Depuis quelque temps, le Maroc a connu, il est vrai, une effervescence de festivals en tous genres (théâtre, cinéma, chanson, poésie..) ; ce qui dénote à première vue, l’ambition des pouvoirs publics de promouvoir la diversité culturelle que reflète la réalité composite de notre société. Il peut s’agir aussi d’une action en vue de rapprocher le « citoyen ordinaire » de son patrimoine à une époque où la mondialisation tend à aliéner sa propre identité. De ce point de vue, la multiplication des festivals peut être perçue comme un instrument nécessaire de socialisation. Mais, devinant l’arrière fond de la question, je peux dire qu’un festival ne serait potable qu’à la condition d’avoir une raison d’être, une âme en quelque sorte, qui transcende la simple festivité. Au vu du pullulement des festivals, il est tout à fait légitime de s’interroger sur les motivations et les intentions des organisateurs derrière ce phénomène. Ne risque-t-on pas de tomber dans la vulgarisation de ces manifestations en les vidant de toute substance ou, dans le meilleur des cas en en faisant une reproduction du même et unique festival ?

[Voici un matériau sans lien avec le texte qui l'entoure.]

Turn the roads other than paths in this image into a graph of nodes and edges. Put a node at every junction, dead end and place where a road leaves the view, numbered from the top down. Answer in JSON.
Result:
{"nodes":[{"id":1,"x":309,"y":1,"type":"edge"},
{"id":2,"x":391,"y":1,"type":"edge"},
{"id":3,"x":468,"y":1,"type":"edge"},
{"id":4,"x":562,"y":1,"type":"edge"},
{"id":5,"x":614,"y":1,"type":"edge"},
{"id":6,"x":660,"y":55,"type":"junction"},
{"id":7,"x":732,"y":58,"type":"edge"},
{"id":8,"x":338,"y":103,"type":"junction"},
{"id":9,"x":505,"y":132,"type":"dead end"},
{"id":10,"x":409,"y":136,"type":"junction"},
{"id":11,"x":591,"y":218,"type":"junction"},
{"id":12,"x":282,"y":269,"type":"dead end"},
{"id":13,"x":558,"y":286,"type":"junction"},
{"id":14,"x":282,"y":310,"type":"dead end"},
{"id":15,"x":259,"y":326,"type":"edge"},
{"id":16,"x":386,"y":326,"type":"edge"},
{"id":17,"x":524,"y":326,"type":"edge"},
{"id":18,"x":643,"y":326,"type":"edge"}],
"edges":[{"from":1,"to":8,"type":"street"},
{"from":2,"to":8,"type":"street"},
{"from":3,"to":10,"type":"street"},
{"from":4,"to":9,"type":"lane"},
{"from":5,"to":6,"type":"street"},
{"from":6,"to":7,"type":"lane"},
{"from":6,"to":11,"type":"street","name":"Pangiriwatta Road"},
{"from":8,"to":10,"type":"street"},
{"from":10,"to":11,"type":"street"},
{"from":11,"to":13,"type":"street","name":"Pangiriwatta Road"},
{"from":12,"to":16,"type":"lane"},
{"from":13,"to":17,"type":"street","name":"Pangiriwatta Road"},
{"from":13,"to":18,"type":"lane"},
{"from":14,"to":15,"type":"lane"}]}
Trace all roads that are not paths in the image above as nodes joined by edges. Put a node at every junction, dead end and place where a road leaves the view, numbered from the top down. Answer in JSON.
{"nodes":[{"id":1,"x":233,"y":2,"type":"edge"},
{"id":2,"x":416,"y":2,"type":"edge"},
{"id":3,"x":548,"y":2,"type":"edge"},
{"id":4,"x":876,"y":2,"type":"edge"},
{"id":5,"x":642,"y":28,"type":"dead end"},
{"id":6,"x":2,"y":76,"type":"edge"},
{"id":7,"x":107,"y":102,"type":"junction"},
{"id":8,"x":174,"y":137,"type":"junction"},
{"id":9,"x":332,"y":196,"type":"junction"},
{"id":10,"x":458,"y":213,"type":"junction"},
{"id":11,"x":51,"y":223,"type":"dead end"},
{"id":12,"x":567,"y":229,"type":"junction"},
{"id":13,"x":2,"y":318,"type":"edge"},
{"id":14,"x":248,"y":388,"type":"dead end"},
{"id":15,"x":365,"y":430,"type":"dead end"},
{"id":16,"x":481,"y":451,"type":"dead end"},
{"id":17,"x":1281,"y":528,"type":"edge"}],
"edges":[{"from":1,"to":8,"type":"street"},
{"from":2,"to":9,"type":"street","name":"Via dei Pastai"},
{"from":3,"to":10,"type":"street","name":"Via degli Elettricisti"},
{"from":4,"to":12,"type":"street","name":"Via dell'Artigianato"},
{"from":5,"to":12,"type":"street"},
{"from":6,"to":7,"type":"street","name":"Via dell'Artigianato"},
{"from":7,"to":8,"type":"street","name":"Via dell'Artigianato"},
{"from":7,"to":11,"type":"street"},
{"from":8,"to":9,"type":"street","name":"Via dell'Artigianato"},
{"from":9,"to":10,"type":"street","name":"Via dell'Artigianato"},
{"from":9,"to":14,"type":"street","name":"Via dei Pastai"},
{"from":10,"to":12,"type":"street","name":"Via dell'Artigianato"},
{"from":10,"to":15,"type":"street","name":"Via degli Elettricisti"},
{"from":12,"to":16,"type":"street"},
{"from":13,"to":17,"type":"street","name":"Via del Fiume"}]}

Dans le domaine du cinéma par exemple, celui que je connais le mieux, il y a certes des festivals qui ont fait sûrement leur chemin bien que difficilement le plus souvent . Je citerai à titre indicatif, le festival de Khouribga sur le cinéma africain, le festival de Tétouan sur le cinéma méditerranéen, le festival de Tanger sur le court métrage, le festival du cinéma national, le festival de Salé sur la femme, celui d’Agadir sur l’immigration, de Martil, de Zagoura… Excepté aussi le festival de Marrakech dont le rayonnement international lui suffit, nous n’arrivons toujours pas à déterminer la nature et l’apport des autres festivals pour la promotion du cinéma et de la culture cinématographique, à moins de considérer la restriction du parc cinématographique, en soi et pour soi, comme une raison suffisante. N’oublions pas qu’un festival est une rencontre, une occasion d’échanges d’idées et d’expériences, tout aussi qu’un moyen de valorisation de notre pays et de sa culture. S’il doit se transformer en forum de distraction, ou pire en simple passerelle pour la satisfaction d’ambitions personnelles, il se condamne tôt ou tard à l’usure…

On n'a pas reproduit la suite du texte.